What is expected :: Find and copy every line in the records that includes the string "highway".

____ Records to use

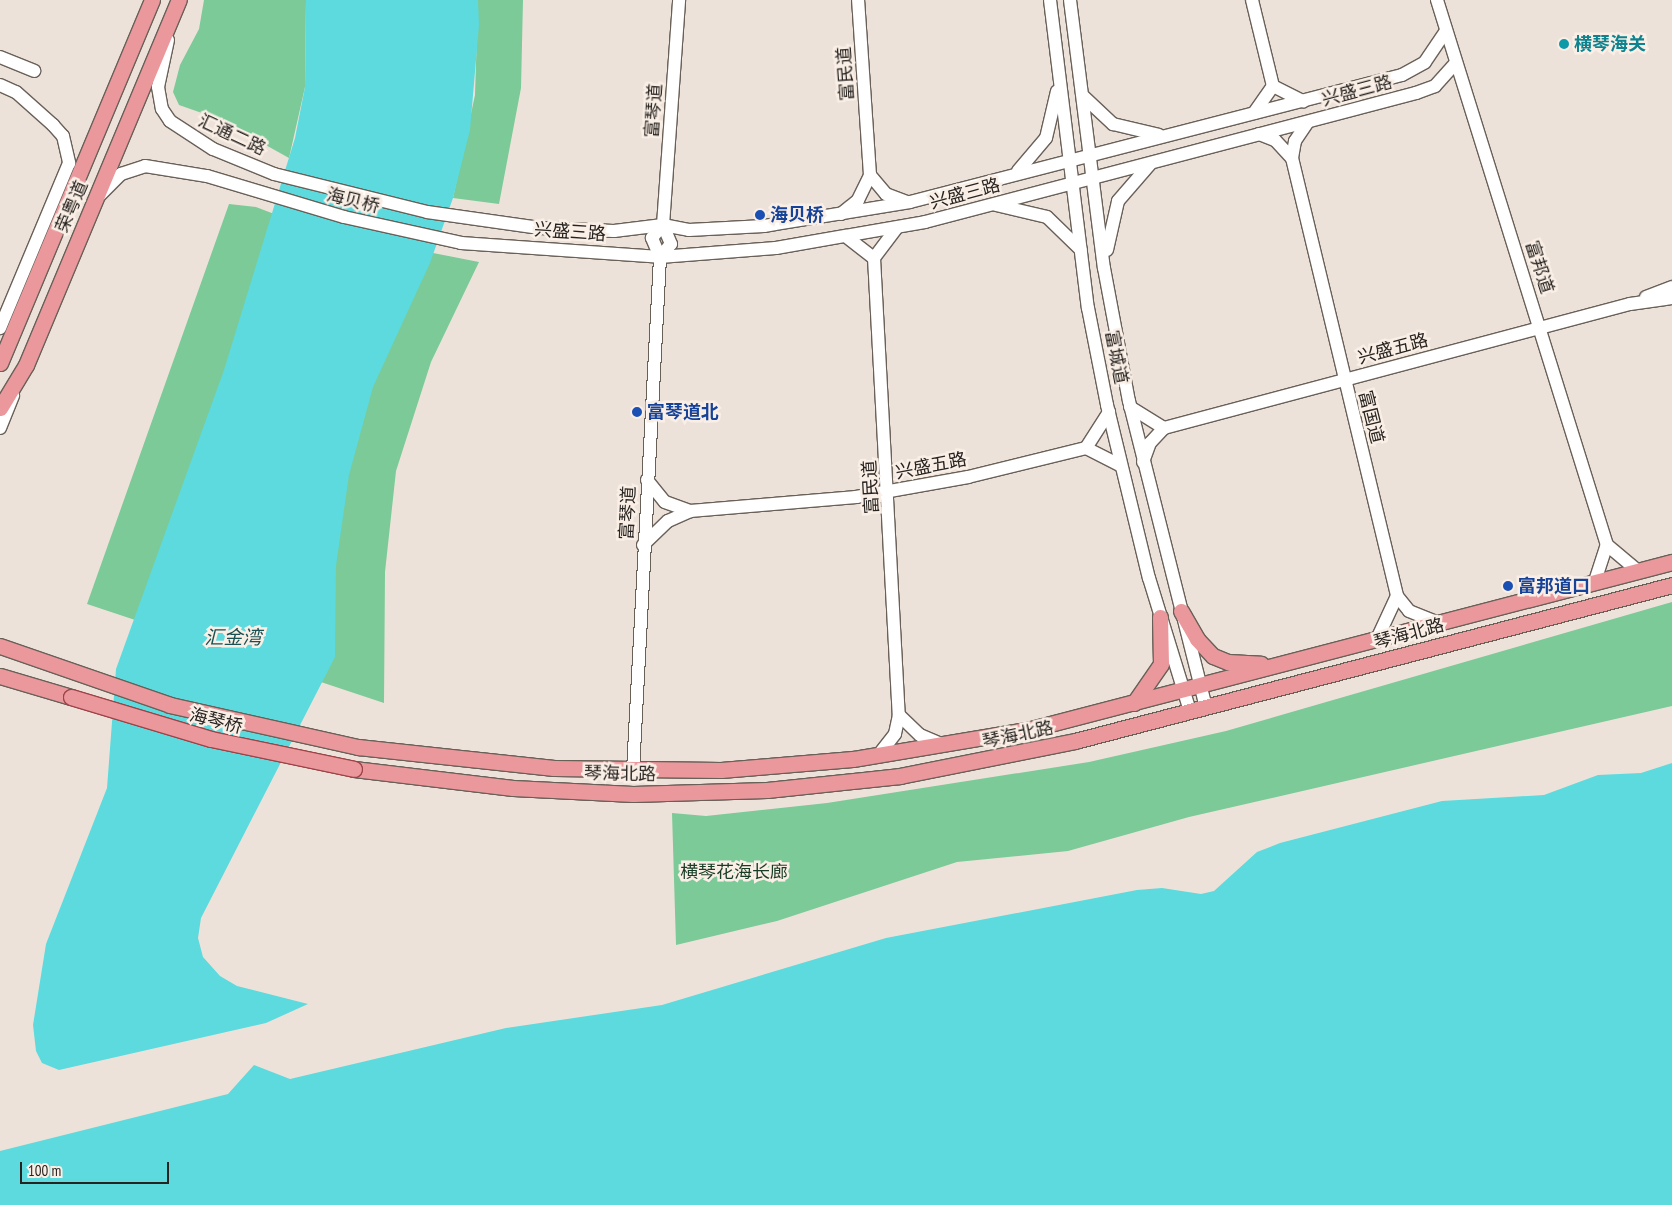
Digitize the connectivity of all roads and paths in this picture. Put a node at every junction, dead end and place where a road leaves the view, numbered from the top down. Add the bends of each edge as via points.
1 (152, 0) edge
2 (680, 0) edge
3 (858, 0) edge
4 (1050, 0) edge
5 (1070, 0) edge
6 (1252, 0) edge
7 (1437, 0) edge
8 (177, 7) edge
9 (1446, 31) junction
10 (0, 56) edge
11 (1456, 63) junction
12 (34, 71) dead end
13 (1060, 80) junction
14 (0, 84) edge
15 (1273, 86) junction
16 (1084, 97) junction
17 (1303, 101) junction
18 (1254, 113) junction
19 (1308, 122) junction
20 (1259, 134) junction
21 (1164, 136) junction
22 (1091, 155) junction
23 (1292, 158) junction
24 (1069, 160) junction
25 (1150, 164) junction
26 (1016, 173) junction
27 (274, 174) joint
28 (870, 175) junction
29 (1094, 179) junction
30 (1072, 184) junction
31 (910, 202) junction
32 (94, 203) junction
33 (992, 204) junction
34 (838, 216) junction
35 (465, 220) joint
36 (663, 226) junction
37 (897, 228) junction
38 (848, 238) junction
39 (461, 242) joint
40 (1081, 250) junction
41 (660, 257) junction
42 (874, 258) junction
43 (1104, 268) junction
44 (1672, 287) edge
45 (1672, 298) edge
46 (1630, 304) junction
47 (0, 328) edge
48 (1541, 328) junction
49 (1, 361) edge
50 (26, 365) junction
51 (1344, 380) junction
52 (1130, 407) junction
53 (0, 408) edge
54 (1109, 412) junction
55 (0, 428) edge
56 (1164, 428) junction
57 (1086, 448) junction
58 (1143, 462) junction
59 (1121, 466) junction
60 (647, 480) junction
61 (889, 492) junction
62 (690, 511) junction
63 (643, 545) junction
64 (1606, 545) junction
65 (1672, 562) edge
66 (1637, 570) junction
67 (1594, 581) junction
68 (1672, 585) edge
69 (1397, 596) junction
70 (1181, 611) junction
71 (1160, 617) junction
72 (1438, 623) junction
73 (1377, 639) junction
74 (0, 646) edge
75 (1280, 664) junction
76 (0, 676) edge
77 (1200, 685) junction
78 (1184, 690) junction
79 (1134, 703) junction
80 (1206, 707) junction
81 (1190, 711) junction
82 (899, 715) junction
83 (946, 746) junction
84 (358, 748) joint
85 (878, 756) junction
86 (354, 770) joint
87 (633, 771) junction

1 - 49 main road, 荣粤道
2 - 36 street, 富琴道
3 - 28 street, 富民道
4 - 13 street, 富城道
5 - 16 street, 富城道
6 - 15 street
7 - 9 street, 富邦道
8 - 27 street, 汇通二路 via 158,87 162,110 170,122 213,149
8 - 32 main road, 荣粤道
9 - 11 street, 富邦道
9 - 17 street, 兴盛三路 via 1425,62 1402,75
10 - 12 street
11 - 19 street, 兴盛三路 via 1435,86
11 - 48 street, 富邦道
13 - 24 street, 富城道
13 - 26 street via 1046,138
14 - 47 street, 荣粤道 via 16,92 63,136 69,163
15 - 17 street
15 - 18 street
16 - 21 street via 1113,124
16 - 22 street, 富城道
17 - 18 street, 兴盛三路
18 - 21 street, 兴盛三路
19 - 20 street, 兴盛三路
19 - 23 street via 1295,141
20 - 23 street via 1275,140
20 - 25 street, 兴盛三路
21 - 22 street, 兴盛三路
22 - 24 street, 兴盛三路
22 - 29 street, 富城道
23 - 51 street, 富国道
24 - 26 street, 兴盛三路
24 - 30 street, 富城道
25 - 29 street, 兴盛三路
25 - 43 street via 1118,201
26 - 31 street, 兴盛三路
27 - 35 street, 海贝桥
28 - 31 street via 886,194
28 - 34 street via 858,200
29 - 30 street, 兴盛三路
29 - 43 street, 富城道
30 - 33 street, 兴盛三路
30 - 40 street, 富城道
31 - 34 street, 兴盛三路
32 - 39 street, 海贝桥 via 121,174 145,166 207,176 267,196
32 - 50 main road, 荣粤道
33 - 37 street, 兴盛三路
33 - 40 street via 1047,217
34 - 36 street, 兴盛三路 via 726,229
35 - 36 street, 兴盛三路 via 577,230
36 - 41 street, 富琴道 via 652,238
37 - 38 street, 兴盛三路
37 - 42 street
38 - 41 street, 兴盛三路
38 - 42 street
39 - 41 street, 兴盛三路
40 - 54 street, 富城道
41 - 60 street, 富琴道
42 - 61 street, 富民道
43 - 52 street, 富城道
44 - 46 street
45 - 46 street
46 - 48 street, 兴盛五路
48 - 51 street, 兴盛五路
48 - 64 street, 富邦道
50 - 53 main road
50 - 55 street, 荣粤道
51 - 56 street, 兴盛五路
51 - 69 street, 富国道
52 - 56 street
52 - 58 street, 富城道
54 - 57 street
54 - 59 street, 富城道
56 - 58 street via 1150,443
57 - 59 street
57 - 61 street, 兴盛五路
58 - 70 street, 富城道
59 - 71 street, 富城道
60 - 62 street via 665,502
60 - 63 street, 富琴道
61 - 62 street, 兴盛五路
61 - 82 street, 富民道
62 - 63 street via 668,521
63 - 87 street, 富琴道
64 - 66 street
64 - 67 street
65 - 66 main road, 琴海北路
66 - 67 main road, 琴海北路
67 - 72 main road, 琴海北路
68 - 80 main road, 琴海北路
69 - 72 street via 1409,610
69 - 73 street
70 - 75 main road via 1196,639 1214,656 1236,663
70 - 77 street, 富城道
71 - 78 street, 富城道
71 - 79 main road via 1161,664
72 - 73 main road, 琴海北路
73 - 75 main road, 琴海北路
74 - 84 main road, 海琴桥 via 79,676 217,718
75 - 77 main road, 琴海北路
76 - 86 main road, 海琴桥, bridge via 211,739
77 - 78 main road, 琴海北路
77 - 80 street, 富城道
78 - 79 main road, 琴海北路
78 - 81 street, 富城道
79 - 83 main road, 琴海北路
80 - 81 main road, 琴海北路
81 - 86 main road, 琴海北路 via 988,761 767,790 553,791
82 - 83 street via 920,735
82 - 85 street via 894,734
83 - 85 main road, 琴海北路
84 - 87 main road, 琴海北路 via 495,764
85 - 87 main road, 琴海北路 via 765,768

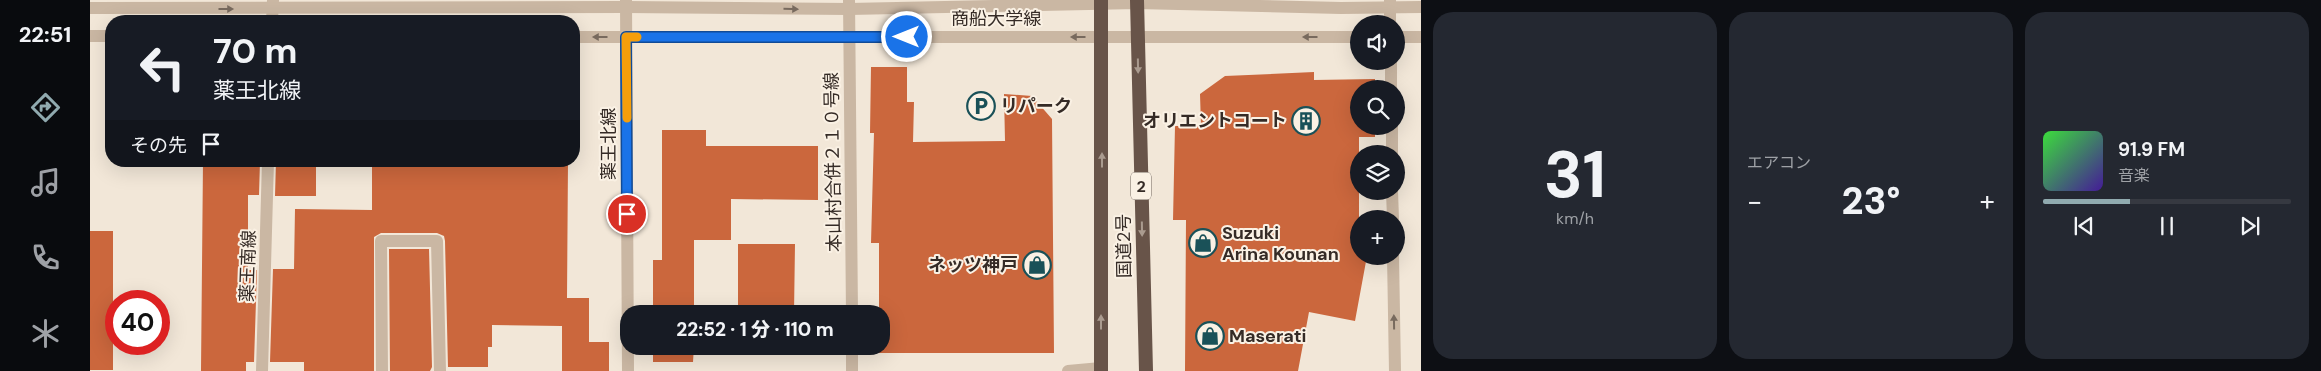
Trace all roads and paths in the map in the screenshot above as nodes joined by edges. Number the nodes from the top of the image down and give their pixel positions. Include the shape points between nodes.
1 (1137, 1) edge
2 (1101, 2) edge
3 (1390, 3) edge
4 (626, 4) edge
5 (849, 5) edge
6 (1421, 7) edge
7 (90, 8) edge
8 (273, 10) edge
9 (90, 36) edge
10 (105, 36) edge
11 (580, 37) edge
12 (626, 37) junction
13 (849, 37) junction
14 (1101, 37) junction
15 (1138, 37) junction
16 (1350, 37) edge
17 (1405, 37) edge
18 (1421, 37) edge
19 (268, 167) edge
20 (1393, 265) edge
21 (852, 305) edge
22 (852, 355) edge
23 (1101, 370) edge
24 (262, 371) edge
25 (382, 371) edge
26 (440, 371) edge
27 (628, 371) edge
28 (852, 371) edge
29 (1068, 371) edge
30 (1146, 371) edge
31 (1395, 371) edge

1 - 2 street, 商船大学線
1 - 3 street, 商船大学線 via 1341,8
1 - 15 highway, 国道2号 / 2
2 - 5 street, 商船大学線
2 - 14 highway, 国道2号
3 - 6 street, 商船大学線
4 -> 5 street, 商船大学線
4 - 8 street, 商船大学線
4 - 12 street, 薬王北線
5 - 13 street, 本山村合併２１０号線
7 -> 8 street, 商船大学線
9 - 10 street
12 -> 11 street, 商船大学線
12 - 13 street, 商船大学線
12 - 27 street, 薬王北線
14 -> 13 street, 商船大学線
13 - 21 street, 本山村合併２１０号線
14 - 15 street, 商船大学線
23 -> 14 highway, 国道2号
16 -> 15 street, 商船大学線
15 -> 30 highway, 国道2号 / 2
17 - 18 street
19 - 24 street, 薬王南線
31 -> 20 street
22 - 28 street
23 - 29 street
25 - 26 street via 381,240 437,241

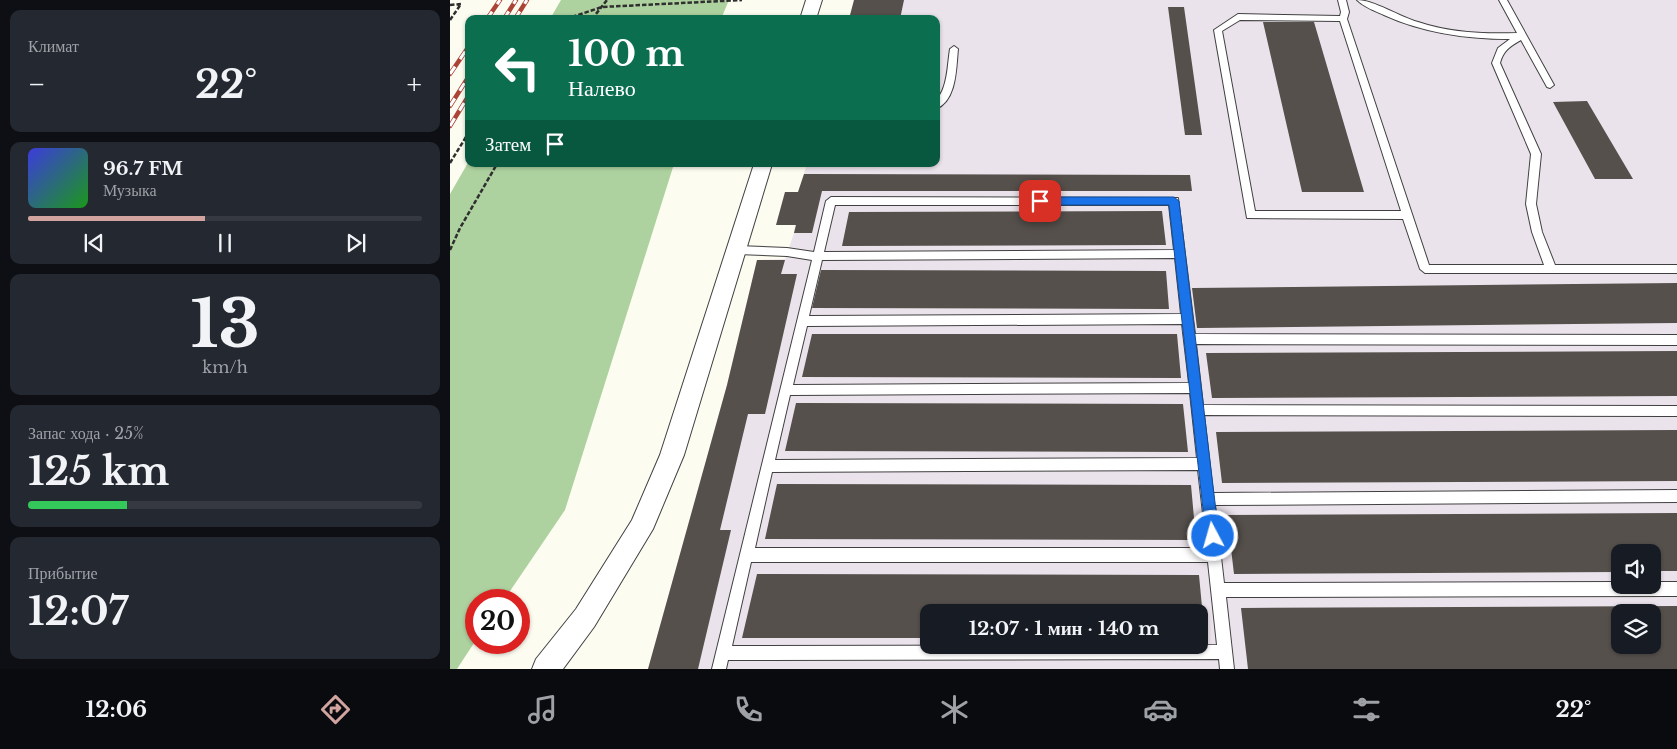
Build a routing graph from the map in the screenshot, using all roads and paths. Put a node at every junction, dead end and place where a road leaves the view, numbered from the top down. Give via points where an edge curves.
1 (607, 0) edge
2 (742, 0) edge
3 (814, 0) edge
4 (1342, 0) edge
5 (1360, 0) edge
6 (1503, 0) edge
7 (734, 1) edge
8 (450, 5) edge
9 (602, 7) junction
10 (578, 15) edge
11 (595, 15) edge
12 (809, 15) edge
13 (1344, 18) junction
14 (450, 20) edge
15 (1521, 36) junction
16 (954, 49) dead end
17 (1550, 85) dead end
18 (940, 103) edge
19 (465, 139) edge
20 (450, 164) edge
21 (495, 167) edge
22 (762, 167) edge
23 (1407, 215) junction
24 (450, 250) edge
25 (736, 250) junction
26 (1180, 254) junction
27 (816, 256) junction
28 (1552, 269) junction
29 (1677, 269) edge
30 (1188, 319) junction
31 (801, 321) junction
32 (1190, 339) junction
33 (1677, 340) edge
34 (1196, 388) junction
35 (785, 390) junction
36 (1199, 410) junction
37 (1677, 411) edge
38 (1205, 464) junction
39 (767, 466) junction
40 (1677, 496) edge
41 (1209, 499) junction
42 (746, 555) junction
43 (1215, 555) junction
44 (1677, 588) edge
45 (1219, 590) junction
46 (1226, 652) junction
47 (722, 653) junction
48 (546, 669) edge
49 (719, 669) edge
50 (1227, 669) edge

1 - 9 path
2 - 7 path
3 - 12 street
4 - 13 lane
5 - 15 lane via 1395,18 1430,30 1459,35
6 - 15 lane
7 - 9 path
8 - 14 path via 461,4
9 - 10 path
9 - 11 path
13 - 23 lane
13 - 23 lane via 1238,17 1218,30 1251,215
15 - 17 lane
15 - 28 lane via 1497,53 1496,63 1536,154 1531,204 1537,232
16 - 18 lane via 949,90
19 - 20 path
21 - 24 path
22 - 25 street
23 - 28 lane via 1425,269
25 - 27 lane
25 - 48 street via 672,455 641,529 585,618
26 - 27 lane
26 - 27 lane via 1174,201 831,201
26 - 30 lane
27 - 31 lane
28 - 29 lane
30 - 31 lane
30 - 32 lane
31 - 35 lane
32 - 33 lane
32 - 34 lane
34 - 35 lane
34 - 36 lane
35 - 39 lane
36 - 37 lane
36 - 38 lane
38 - 39 lane
38 - 41 lane
39 - 42 lane
40 - 41 lane
41 - 43 lane
42 - 43 lane
42 - 47 lane
43 - 45 lane
44 - 45 lane
45 - 46 lane
46 - 47 lane
46 - 50 lane
47 - 49 lane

________

Exercise response ::
1 - 15 highway, 国道2号 / 2
2 - 14 highway, 国道2号
23 -> 14 highway, 国道2号
15 -> 30 highway, 国道2号 / 2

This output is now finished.